Stored records:

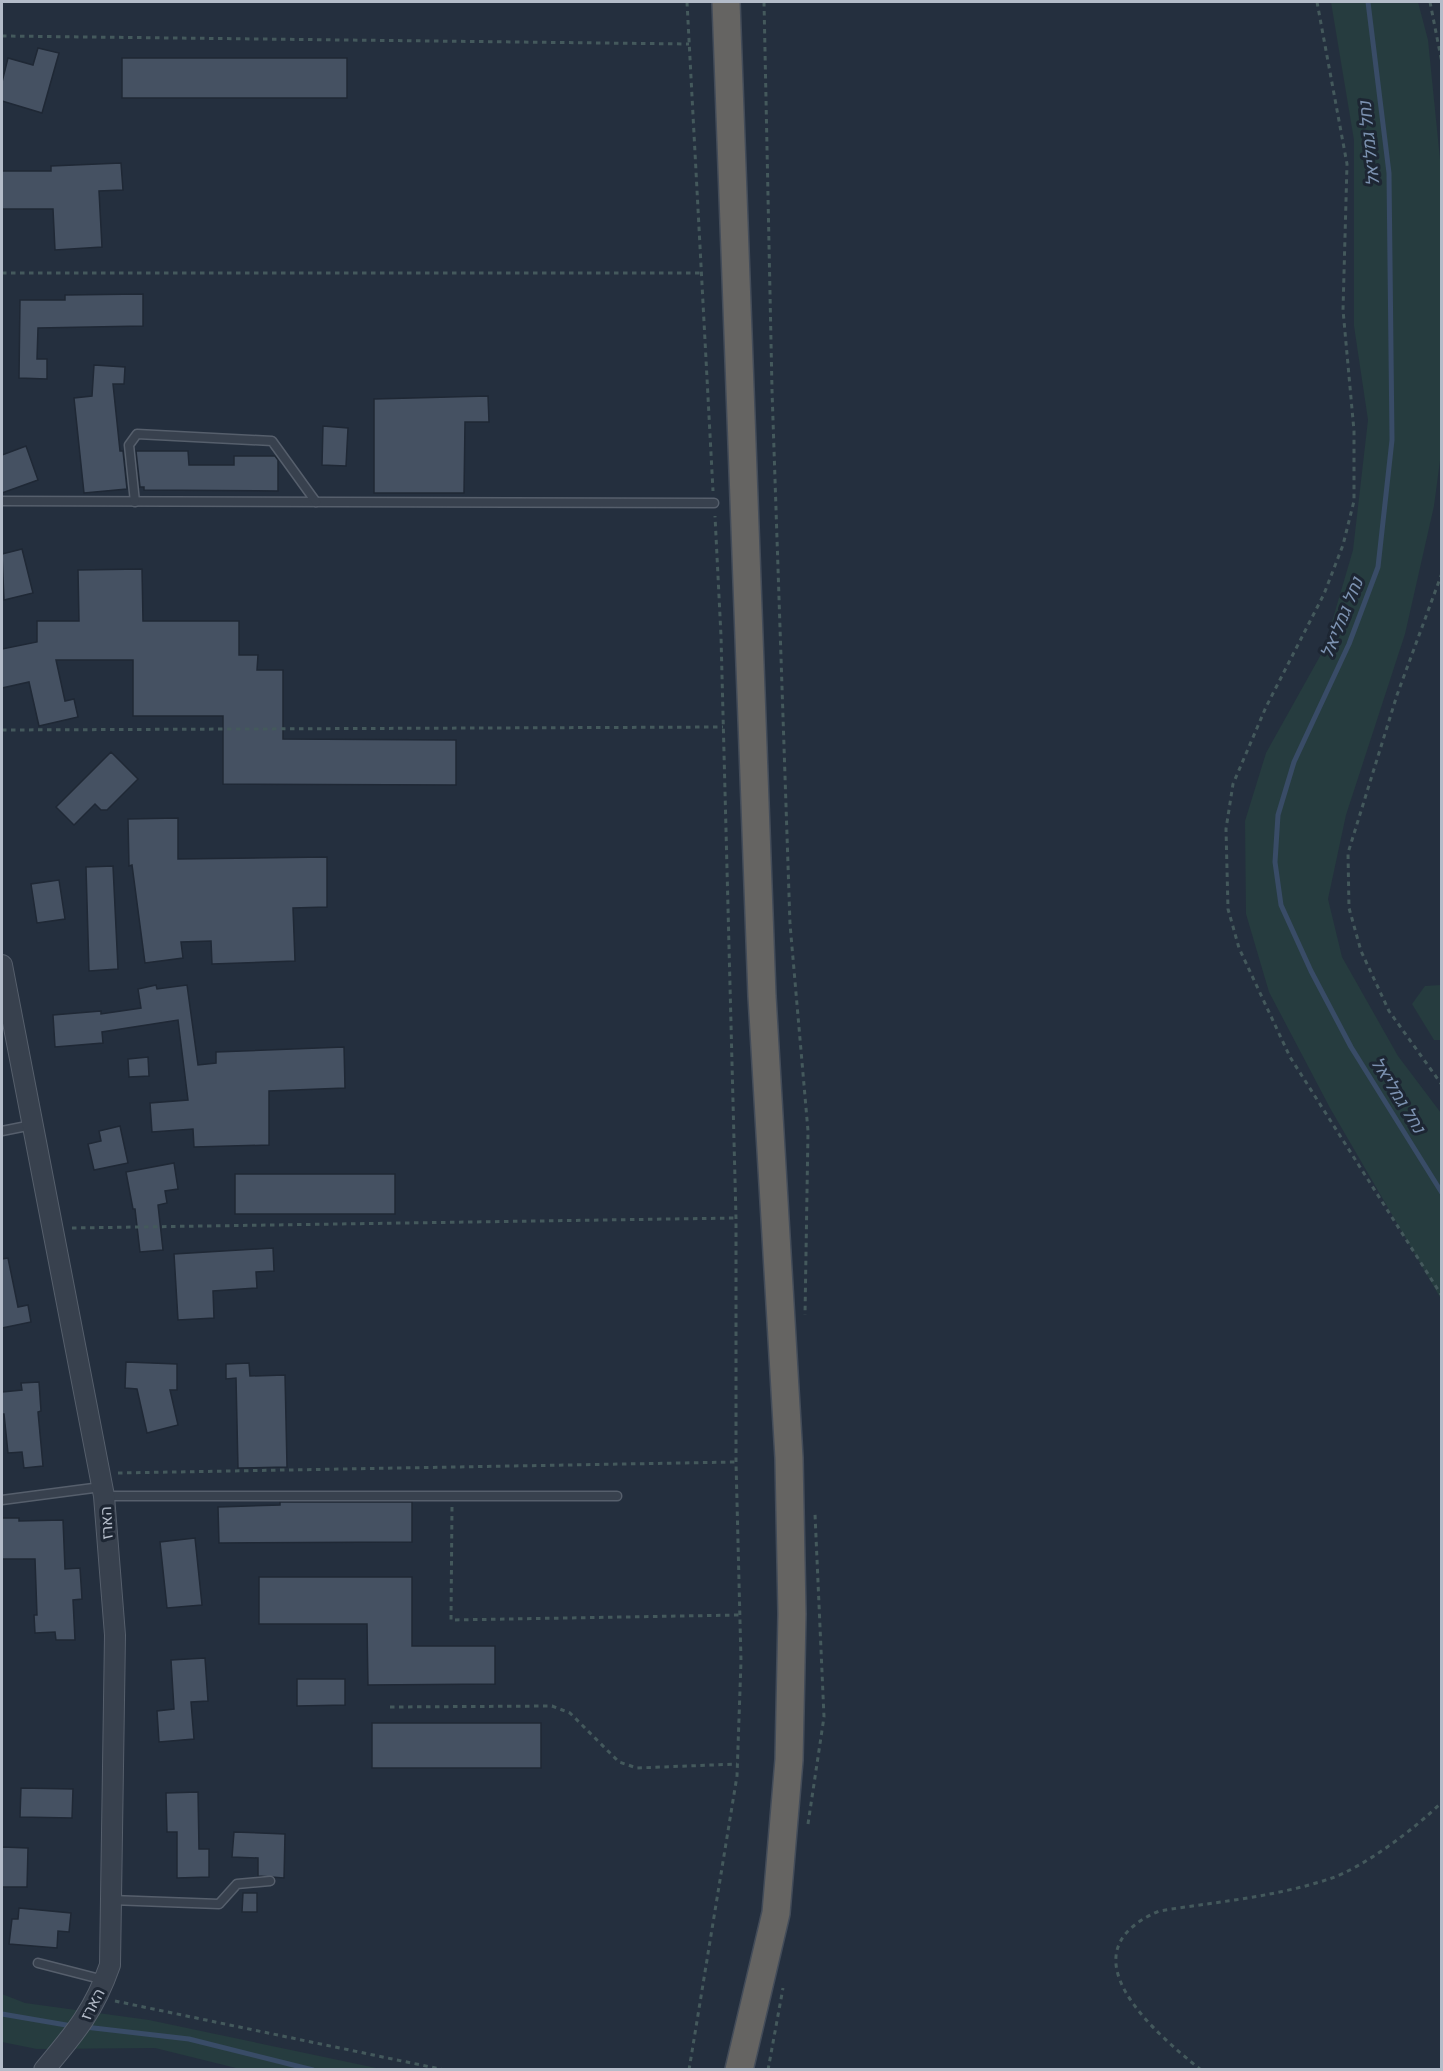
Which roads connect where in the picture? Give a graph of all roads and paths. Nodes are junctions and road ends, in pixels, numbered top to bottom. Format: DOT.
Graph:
graph roads {
  1 [pos="687,2"];
  2 [pos="727,2"];
  3 [pos="764,2"];
  4 [pos="1317,2"];
  5 [pos="1430,2"];
  6 [pos="2,36"];
  7 [pos="689,44"];
  8 [pos="1442,63"];
  9 [pos="2,273"];
  10 [pos="701,273"];
  11 [pos="2,501"];
  12 [pos="135,502"];
  13 [pos="316,502"];
  14 [pos="714,503"];
  15 [pos="1442,573"];
  16 [pos="723,727"];
  17 [pos="2,730"];
  18 [pos="2,965"];
  19 [pos="1442,1085"];
  20 [pos="32,1125"];
  21 [pos="2,1131"];
  22 [pos="736,1218"];
  23 [pos="52,1228"];
  24 [pos="1442,1296"];
  25 [pos="805,1315"];
  26 [pos="736,1462"];
  27 [pos="101,1485"];
  28 [pos="452,1496"];
  29 [pos="617,1496"];
  30 [pos="2,1500"];
  31 [pos="814,1504"];
  32 [pos="739,1615"];
  33 [pos="390,1707"];
  34 [pos="738,1764"];
  35 [pos="1442,1802"];
  36 [pos="808,1824"];
  37 [pos="270,1881"];
  38 [pos="111,1900"];
  39 [pos="38,1964"];
  40 [pos="785,1978"];
  41 [pos="102,1989"];
  42 [pos="44,2070"];
  43 [pos="445,2070"];
  44 [pos="689,2070"];
  45 [pos="740,2070"];
  46 [pos="768,2070"];
  47 [pos="1201,2070"];
  1 -- 7 [label="path"];
  2 -- 45 [label="highway"];
  3 -- 25 [label="path"];
  4 -- 24 [label="path"];
  5 -- 8 [label="path"];
  6 -- 7 [label="path"];
  7 -- 10 [label="path"];
  9 -- 10 [label="path"];
  10 -- 14 [label="path"];
  11 -- 12 [label="lane"];
  12 -- 13 [label="lane"];
  12 -- 13 [label="lane"];
  13 -- 14 [label="lane"];
  14 -- 16 [label="path"];
  15 -- 19 [label="path"];
  16 -- 17 [label="path"];
  16 -- 22 [label="path"];
  18 -- 20 [label="street, הארז"];
  20 -- 21 [label="lane"];
  20 -- 23 [label="street, הארז"];
  22 -- 23 [label="path"];
  22 -- 26 [label="path"];
  23 -- 27 [label="street, הארז"];
  26 -- 27 [label="path"];
  26 -- 32 [label="path"];
  27 -- 28 [label="lane"];
  27 -- 30 [label="lane"];
  27 -- 38 [label="street, הארז"];
  28 -- 29 [label="lane"];
  28 -- 32 [label="path"];
  31 -- 36 [label="path"];
  32 -- 34 [label="path"];
  33 -- 34 [label="path"];
  34 -- 44 [label="path"];
  35 -- 47 [label="path"];
  37 -- 38 [label="lane"];
  38 -- 41 [label="street, הארז"];
  39 -- 41 [label="lane"];
  40 -- 46 [label="path"];
  41 -- 42 [label="street, הארז"];
  41 -- 43 [label="path"];
}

### Task to carry out
Repeat the entries exactly. Any picture is to be left out.

### Result of this task
Which roads connect where in the picture? Give a graph of all roads and paths. Nodes are junctions and road ends, in pixels, numbered top to bottom. Format: DOT.
Graph:
graph roads {
  1 [pos="687,2"];
  2 [pos="727,2"];
  3 [pos="764,2"];
  4 [pos="1317,2"];
  5 [pos="1430,2"];
  6 [pos="2,36"];
  7 [pos="689,44"];
  8 [pos="1442,63"];
  9 [pos="2,273"];
  10 [pos="701,273"];
  11 [pos="2,501"];
  12 [pos="135,502"];
  13 [pos="316,502"];
  14 [pos="714,503"];
  15 [pos="1442,573"];
  16 [pos="723,727"];
  17 [pos="2,730"];
  18 [pos="2,965"];
  19 [pos="1442,1085"];
  20 [pos="32,1125"];
  21 [pos="2,1131"];
  22 [pos="736,1218"];
  23 [pos="52,1228"];
  24 [pos="1442,1296"];
  25 [pos="805,1315"];
  26 [pos="736,1462"];
  27 [pos="101,1485"];
  28 [pos="452,1496"];
  29 [pos="617,1496"];
  30 [pos="2,1500"];
  31 [pos="814,1504"];
  32 [pos="739,1615"];
  33 [pos="390,1707"];
  34 [pos="738,1764"];
  35 [pos="1442,1802"];
  36 [pos="808,1824"];
  37 [pos="270,1881"];
  38 [pos="111,1900"];
  39 [pos="38,1964"];
  40 [pos="785,1978"];
  41 [pos="102,1989"];
  42 [pos="44,2070"];
  43 [pos="445,2070"];
  44 [pos="689,2070"];
  45 [pos="740,2070"];
  46 [pos="768,2070"];
  47 [pos="1201,2070"];
  1 -- 7 [label="path"];
  2 -- 45 [label="highway"];
  3 -- 25 [label="path"];
  4 -- 24 [label="path"];
  5 -- 8 [label="path"];
  6 -- 7 [label="path"];
  7 -- 10 [label="path"];
  9 -- 10 [label="path"];
  10 -- 14 [label="path"];
  11 -- 12 [label="lane"];
  12 -- 13 [label="lane"];
  12 -- 13 [label="lane"];
  13 -- 14 [label="lane"];
  14 -- 16 [label="path"];
  15 -- 19 [label="path"];
  16 -- 17 [label="path"];
  16 -- 22 [label="path"];
  18 -- 20 [label="street, הארז"];
  20 -- 21 [label="lane"];
  20 -- 23 [label="street, הארז"];
  22 -- 23 [label="path"];
  22 -- 26 [label="path"];
  23 -- 27 [label="street, הארז"];
  26 -- 27 [label="path"];
  26 -- 32 [label="path"];
  27 -- 28 [label="lane"];
  27 -- 30 [label="lane"];
  27 -- 38 [label="street, הארז"];
  28 -- 29 [label="lane"];
  28 -- 32 [label="path"];
  31 -- 36 [label="path"];
  32 -- 34 [label="path"];
  33 -- 34 [label="path"];
  34 -- 44 [label="path"];
  35 -- 47 [label="path"];
  37 -- 38 [label="lane"];
  38 -- 41 [label="street, הארז"];
  39 -- 41 [label="lane"];
  40 -- 46 [label="path"];
  41 -- 42 [label="street, הארז"];
  41 -- 43 [label="path"];
}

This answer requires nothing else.